Finalmente, hay que tener en cuenta que el mantenimiento de la orden de no hacer prisioneros a partir de la segunda mitad de los cuarenta no tuvo como objetivo acallar las críticas internacionales, tal y como han sostenido algunos autores, sino que fue seguida para tratar de terminar lo antes posible con la resistencia republicana[72]. De esta forma, las directrices con fines eliminacionistas llevaron a la tumba a casi 8000 personas entre 1939 y 1952, incluyendo a guerrilleros y civiles[73].

VII. DE LA TEORÍA A LA PRÁCTICA [Subir]

Entre 1936 y 1952 los guardias civiles, los soldados del Ejército, los voluntarios falangistas y los somatenistas se vieron en la obligación de seguir las órdenes que establecieron como doctrina no hacer prisioneros en el marco de la guerra irregular. De esta forma, la experiencia de combate de la tropa también demuestra la aplicación de estas disposiciones en el teatro de operaciones.

José Luis Martín Vigil fue encuadrado en una Bandera de Falange tras la ocupación rebelde de Oviedo y estuvo destinado a espacios de lucha antiguerrillera: «Tardé en saberlo, o, más bien, en convencerme de ello; pero la orden debía de ser el exterminio, pues no tengo el recuerdo de que nadie fuera expedido a una cárcel regular desde nuestra unidad». El joven asturiano participó en diferentes operativos en las que pudo refrendar la presencia de directrices sobre no hacer prisioneros. Por ejemplo, uno de sus mandos le ordenó que marchase junto a un sargento y otro soldado para entregar a dos republicanos en un cuartel de la Benemérita. No obstante, el reo más joven logró zafarse y se escapó descendiendo una ladera mientras el sargento y el otro soldado le disparaban sin alcanzarle. Entonces, Martín Vigil se quedó a solas con el otro detenido: «No tomé, y me arrepiento, la iniciativa de dejarle escapar; primero porque no me planteaba en absoluto que su vida corriera peligro de inmediato; segundo porque mi vanidad de imberbe no me permitía afrontar el fracaso de semejante fallo en el servicio». Entonces aparecieron el sargento y el soldado enfurecidos por la huida exitosa del guerrillero y decidieron vengarse matando al otro reo: «[El sargento] le descerrajó un tiro en la cabeza sin mediar una palabra»[74].
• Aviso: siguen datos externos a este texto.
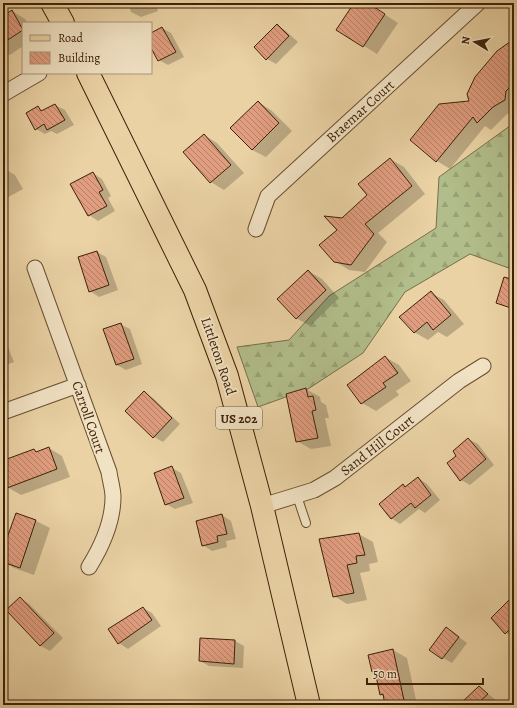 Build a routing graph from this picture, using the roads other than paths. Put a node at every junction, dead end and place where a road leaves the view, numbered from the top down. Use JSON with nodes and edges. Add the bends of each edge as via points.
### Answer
{"nodes":[{"id":1,"x":52,"y":3,"type":"edge"},
{"id":2,"x":478,"y":3,"type":"edge"},
{"id":3,"x":62,"y":22,"type":"edge"},
{"id":4,"x":37,"y":74,"type":"edge"},
{"id":5,"x":88,"y":74,"type":"edge"},
{"id":6,"x":3,"y":94,"type":"edge"},
{"id":7,"x":256,"y":229,"type":"dead end"},
{"id":8,"x":35,"y":268,"type":"dead end"},
{"id":9,"x":483,"y":366,"type":"dead end"},
{"id":10,"x":78,"y":385,"type":"junction"},
{"id":11,"x":3,"y":412,"type":"edge"},
{"id":12,"x":297,"y":496,"type":"junction"},
{"id":13,"x":262,"y":506,"type":"junction"},
{"id":14,"x":306,"y":523,"type":"dead end"},
{"id":15,"x":89,"y":567,"type":"dead end"},
{"id":16,"x":309,"y":705,"type":"edge"}],
"edges":[{"from":1,"to":3,"type":"main road"},
{"from":2,"to":7,"type":"street","name":"Braemar Court","via":[[268,196]]},
{"from":4,"to":6,"type":"street"},
{"from":5,"to":13,"type":"main road","name":"Littleton Road","number":"US 202","via":[[195,290],[227,376]]},
{"from":8,"to":10,"type":"street","name":"Carroll Court"},
{"from":9,"to":12,"type":"street","name":"Sand Hill Court","via":[[459,381],[335,478]]},
{"from":10,"to":11,"type":"street"},
{"from":10,"to":15,"type":"street","name":"Carroll Court","via":[[109,472],[113,497],[101,548]]},
{"from":12,"to":13,"type":"street","name":"Sand Hill Court"},
{"from":12,"to":14,"type":"lane"},
{"from":13,"to":16,"type":"main road","name":"Littleton Road","number":"US 202"}]} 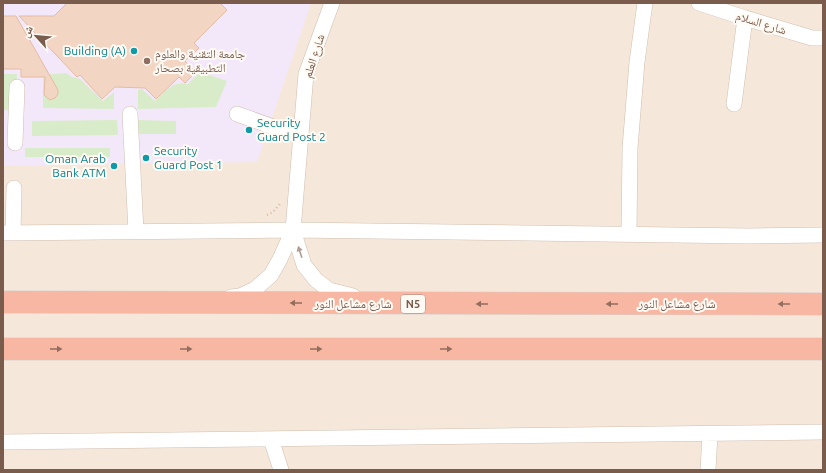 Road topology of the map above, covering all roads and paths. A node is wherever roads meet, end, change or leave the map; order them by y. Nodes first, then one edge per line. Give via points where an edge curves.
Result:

A los pocos meses el joven falangista tuvo que participar en la captura de dos mujeres acusadas de colaborar con las guerrillas. Antes de iniciar la búsqueda de las fugitivas el jefe de sección de Falange había ordenado a la tropa que «si las encontráis, no quiero verlas por aquí», ordenando de forma indirecta su asesinato. De esta forma, cuando la unidad las encontró y se dirigieron de nuevo al campamento el cabo que mandaba al grupo recordó la orden y procedió a cumplirla: «Hubo miradas, gestos expresivos, órdenes mudas. Ellas ni se enteraron de que daban el último paso de su vida. Así, por la espalda, a menos de tres metros, fueron cazadas con la mayor impunidad». Cuando regresaron a la base no hubo preguntas, ni investigación alguna: «Todo se dio por bueno, y a otra cosa»[75].

Martín Vigil también tuvo que participar en un asalto a una cueva en la que se refugiaban una decena de guerrilleros. Tras entablar conversación con ellos se les prometió que sería juzgados y que no deberían temer por sus vidas, por lo que ante la posibilidad de reinsertarse los hombres se entregaron. No obstante, tal y como llevaba ocurriendo de forma generalizada desde el verano de 1936, no se celebró juicio alguno ni tampoco se les concedió el perdón, sino que fueron fusilados. El joven falangista tuvo que formar parte del pelotón: «Yo estaba decidido a no matar así. […] Gritaron “¡fuego!” y yo disparé ostensiblemente alto, muy por encima de las cabezas que compañeros menos escrupulosos se encargarían de abatir. Cayeron casi todos, alguno quedó sentado, y las pistolas de los mandos tuvieron que echar humo en la feroz tarea»[76].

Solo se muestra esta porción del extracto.